> [Aim of the task]:
Apart from the pictures, output all of the records exactly.

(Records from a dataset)
------------

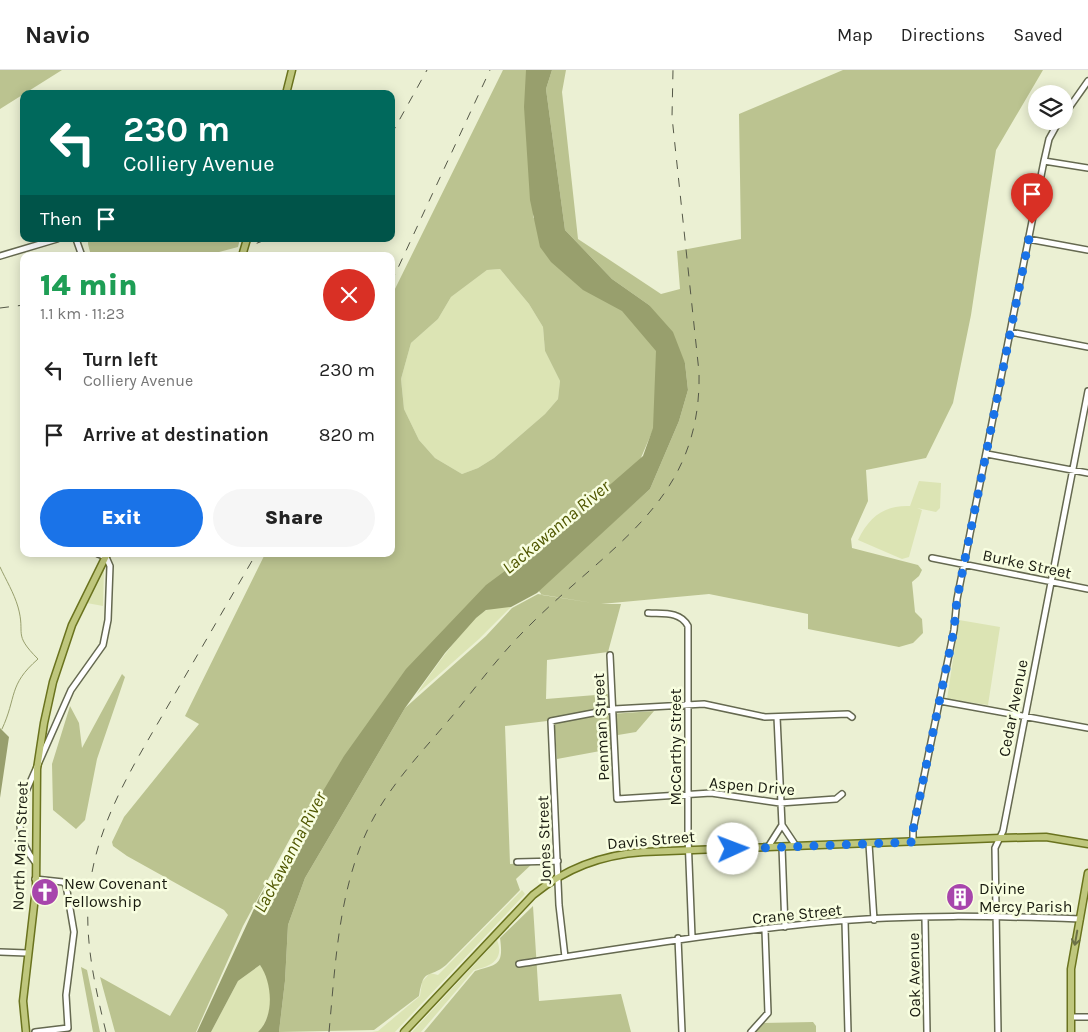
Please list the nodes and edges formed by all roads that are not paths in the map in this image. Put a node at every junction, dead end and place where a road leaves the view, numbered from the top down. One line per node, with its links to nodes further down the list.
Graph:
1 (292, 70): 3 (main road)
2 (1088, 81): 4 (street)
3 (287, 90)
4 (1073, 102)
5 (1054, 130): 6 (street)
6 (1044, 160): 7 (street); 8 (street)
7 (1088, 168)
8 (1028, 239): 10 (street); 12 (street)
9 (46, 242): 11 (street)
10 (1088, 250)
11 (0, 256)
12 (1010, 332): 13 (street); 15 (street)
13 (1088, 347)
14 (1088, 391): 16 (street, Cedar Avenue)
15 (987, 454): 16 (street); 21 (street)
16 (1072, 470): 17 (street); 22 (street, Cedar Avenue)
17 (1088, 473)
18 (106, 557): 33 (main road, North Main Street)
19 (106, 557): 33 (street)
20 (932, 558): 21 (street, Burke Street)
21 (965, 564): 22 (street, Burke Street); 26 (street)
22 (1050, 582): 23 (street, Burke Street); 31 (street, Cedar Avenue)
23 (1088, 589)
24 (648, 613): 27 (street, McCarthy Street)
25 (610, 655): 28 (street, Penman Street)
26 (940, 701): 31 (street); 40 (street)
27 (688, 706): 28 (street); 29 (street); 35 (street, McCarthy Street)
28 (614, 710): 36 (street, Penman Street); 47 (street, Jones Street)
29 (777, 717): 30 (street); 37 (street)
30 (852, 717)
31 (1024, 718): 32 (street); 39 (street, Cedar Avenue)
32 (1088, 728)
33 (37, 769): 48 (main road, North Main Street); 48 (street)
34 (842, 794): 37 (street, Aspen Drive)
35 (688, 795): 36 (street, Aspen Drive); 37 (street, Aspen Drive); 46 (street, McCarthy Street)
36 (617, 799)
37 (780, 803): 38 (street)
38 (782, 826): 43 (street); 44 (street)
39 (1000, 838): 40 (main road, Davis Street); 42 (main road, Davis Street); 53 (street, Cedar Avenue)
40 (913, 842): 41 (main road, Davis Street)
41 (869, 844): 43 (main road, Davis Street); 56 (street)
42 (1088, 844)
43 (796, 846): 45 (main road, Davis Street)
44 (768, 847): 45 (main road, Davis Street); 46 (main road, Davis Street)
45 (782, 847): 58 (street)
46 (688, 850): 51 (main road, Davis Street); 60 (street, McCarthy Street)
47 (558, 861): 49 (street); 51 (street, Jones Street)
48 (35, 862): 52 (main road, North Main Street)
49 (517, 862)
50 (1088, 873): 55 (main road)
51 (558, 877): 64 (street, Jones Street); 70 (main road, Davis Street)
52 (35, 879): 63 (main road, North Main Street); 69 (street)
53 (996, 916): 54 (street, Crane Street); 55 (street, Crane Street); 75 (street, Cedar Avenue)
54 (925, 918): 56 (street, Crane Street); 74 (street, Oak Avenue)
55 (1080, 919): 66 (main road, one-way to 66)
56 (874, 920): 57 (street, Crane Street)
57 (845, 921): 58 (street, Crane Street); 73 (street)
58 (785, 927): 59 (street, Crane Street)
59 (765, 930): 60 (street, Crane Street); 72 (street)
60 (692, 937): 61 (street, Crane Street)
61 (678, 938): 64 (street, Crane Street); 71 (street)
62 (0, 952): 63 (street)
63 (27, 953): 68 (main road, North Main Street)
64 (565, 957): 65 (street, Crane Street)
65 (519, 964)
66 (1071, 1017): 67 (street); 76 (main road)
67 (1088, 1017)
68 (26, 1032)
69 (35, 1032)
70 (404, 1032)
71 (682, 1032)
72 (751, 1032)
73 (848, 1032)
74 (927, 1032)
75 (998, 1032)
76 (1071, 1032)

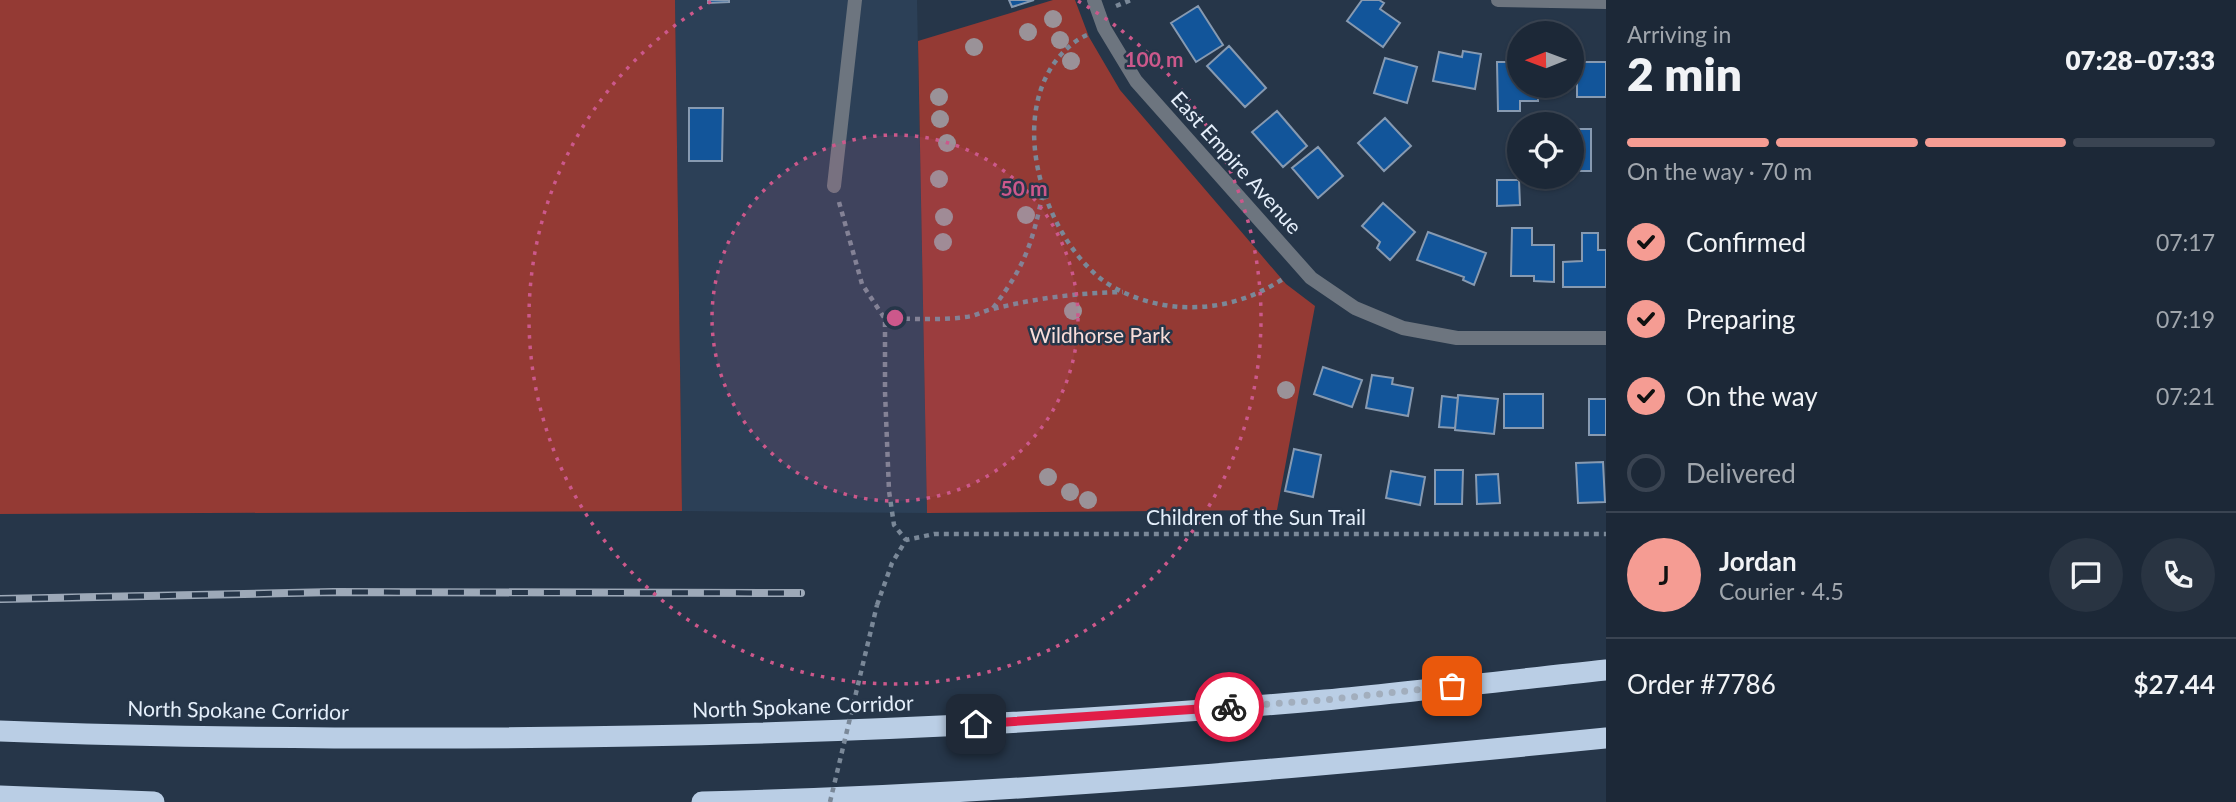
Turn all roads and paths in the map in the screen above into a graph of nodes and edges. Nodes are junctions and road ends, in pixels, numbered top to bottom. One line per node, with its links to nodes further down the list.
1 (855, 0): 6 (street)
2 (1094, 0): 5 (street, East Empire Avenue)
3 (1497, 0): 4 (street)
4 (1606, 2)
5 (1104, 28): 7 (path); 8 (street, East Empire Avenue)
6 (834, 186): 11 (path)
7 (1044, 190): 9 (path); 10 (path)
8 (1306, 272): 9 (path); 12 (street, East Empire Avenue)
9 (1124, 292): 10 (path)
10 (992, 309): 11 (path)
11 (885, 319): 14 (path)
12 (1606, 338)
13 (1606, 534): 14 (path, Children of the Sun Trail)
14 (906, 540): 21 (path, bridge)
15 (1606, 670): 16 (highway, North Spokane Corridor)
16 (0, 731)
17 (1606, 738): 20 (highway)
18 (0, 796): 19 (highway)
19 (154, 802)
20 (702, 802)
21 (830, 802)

------------

> [Response to this exercise]:
Please list the nodes and edges formed by all roads that are not paths in the map in this image. Put a node at every junction, dead end and place where a road leaves the view, numbered from the top down. One line per node, with its links to nodes further down the list.
Graph:
1 (292, 70): 3 (main road)
2 (1088, 81): 4 (street)
3 (287, 90)
4 (1073, 102)
5 (1054, 130): 6 (street)
6 (1044, 160): 7 (street); 8 (street)
7 (1088, 168)
8 (1028, 239): 10 (street); 12 (street)
9 (46, 242): 11 (street)
10 (1088, 250)
11 (0, 256)
12 (1010, 332): 13 (street); 15 (street)
13 (1088, 347)
14 (1088, 391): 16 (street, Cedar Avenue)
15 (987, 454): 16 (street); 21 (street)
16 (1072, 470): 17 (street); 22 (street, Cedar Avenue)
17 (1088, 473)
18 (106, 557): 33 (main road, North Main Street)
19 (106, 557): 33 (street)
20 (932, 558): 21 (street, Burke Street)
21 (965, 564): 22 (street, Burke Street); 26 (street)
22 (1050, 582): 23 (street, Burke Street); 31 (street, Cedar Avenue)
23 (1088, 589)
24 (648, 613): 27 (street, McCarthy Street)
25 (610, 655): 28 (street, Penman Street)
26 (940, 701): 31 (street); 40 (street)
27 (688, 706): 28 (street); 29 (street); 35 (street, McCarthy Street)
28 (614, 710): 36 (street, Penman Street); 47 (street, Jones Street)
29 (777, 717): 30 (street); 37 (street)
30 (852, 717)
31 (1024, 718): 32 (street); 39 (street, Cedar Avenue)
32 (1088, 728)
33 (37, 769): 48 (main road, North Main Street); 48 (street)
34 (842, 794): 37 (street, Aspen Drive)
35 (688, 795): 36 (street, Aspen Drive); 37 (street, Aspen Drive); 46 (street, McCarthy Street)
36 (617, 799)
37 (780, 803): 38 (street)
38 (782, 826): 43 (street); 44 (street)
39 (1000, 838): 40 (main road, Davis Street); 42 (main road, Davis Street); 53 (street, Cedar Avenue)
40 (913, 842): 41 (main road, Davis Street)
41 (869, 844): 43 (main road, Davis Street); 56 (street)
42 (1088, 844)
43 (796, 846): 45 (main road, Davis Street)
44 (768, 847): 45 (main road, Davis Street); 46 (main road, Davis Street)
45 (782, 847): 58 (street)
46 (688, 850): 51 (main road, Davis Street); 60 (street, McCarthy Street)
47 (558, 861): 49 (street); 51 (street, Jones Street)
48 (35, 862): 52 (main road, North Main Street)
49 (517, 862)
50 (1088, 873): 55 (main road)
51 (558, 877): 64 (street, Jones Street); 70 (main road, Davis Street)
52 (35, 879): 63 (main road, North Main Street); 69 (street)
53 (996, 916): 54 (street, Crane Street); 55 (street, Crane Street); 75 (street, Cedar Avenue)
54 (925, 918): 56 (street, Crane Street); 74 (street, Oak Avenue)
55 (1080, 919): 66 (main road, one-way to 66)
56 (874, 920): 57 (street, Crane Street)
57 (845, 921): 58 (street, Crane Street); 73 (street)
58 (785, 927): 59 (street, Crane Street)
59 (765, 930): 60 (street, Crane Street); 72 (street)
60 (692, 937): 61 (street, Crane Street)
61 (678, 938): 64 (street, Crane Street); 71 (street)
62 (0, 952): 63 (street)
63 (27, 953): 68 (main road, North Main Street)
64 (565, 957): 65 (street, Crane Street)
65 (519, 964)
66 (1071, 1017): 67 (street); 76 (main road)
67 (1088, 1017)
68 (26, 1032)
69 (35, 1032)
70 (404, 1032)
71 (682, 1032)
72 (751, 1032)
73 (848, 1032)
74 (927, 1032)
75 (998, 1032)
76 (1071, 1032)

Turn all roads and paths in the map in the screen above into a graph of nodes and edges. Nodes are junctions and road ends, in pixels, numbered top to bottom. One line per node, with its links to nodes further down the list.
1 (855, 0): 6 (street)
2 (1094, 0): 5 (street, East Empire Avenue)
3 (1497, 0): 4 (street)
4 (1606, 2)
5 (1104, 28): 7 (path); 8 (street, East Empire Avenue)
6 (834, 186): 11 (path)
7 (1044, 190): 9 (path); 10 (path)
8 (1306, 272): 9 (path); 12 (street, East Empire Avenue)
9 (1124, 292): 10 (path)
10 (992, 309): 11 (path)
11 (885, 319): 14 (path)
12 (1606, 338)
13 (1606, 534): 14 (path, Children of the Sun Trail)
14 (906, 540): 21 (path, bridge)
15 (1606, 670): 16 (highway, North Spokane Corridor)
16 (0, 731)
17 (1606, 738): 20 (highway)
18 (0, 796): 19 (highway)
19 (154, 802)
20 (702, 802)
21 (830, 802)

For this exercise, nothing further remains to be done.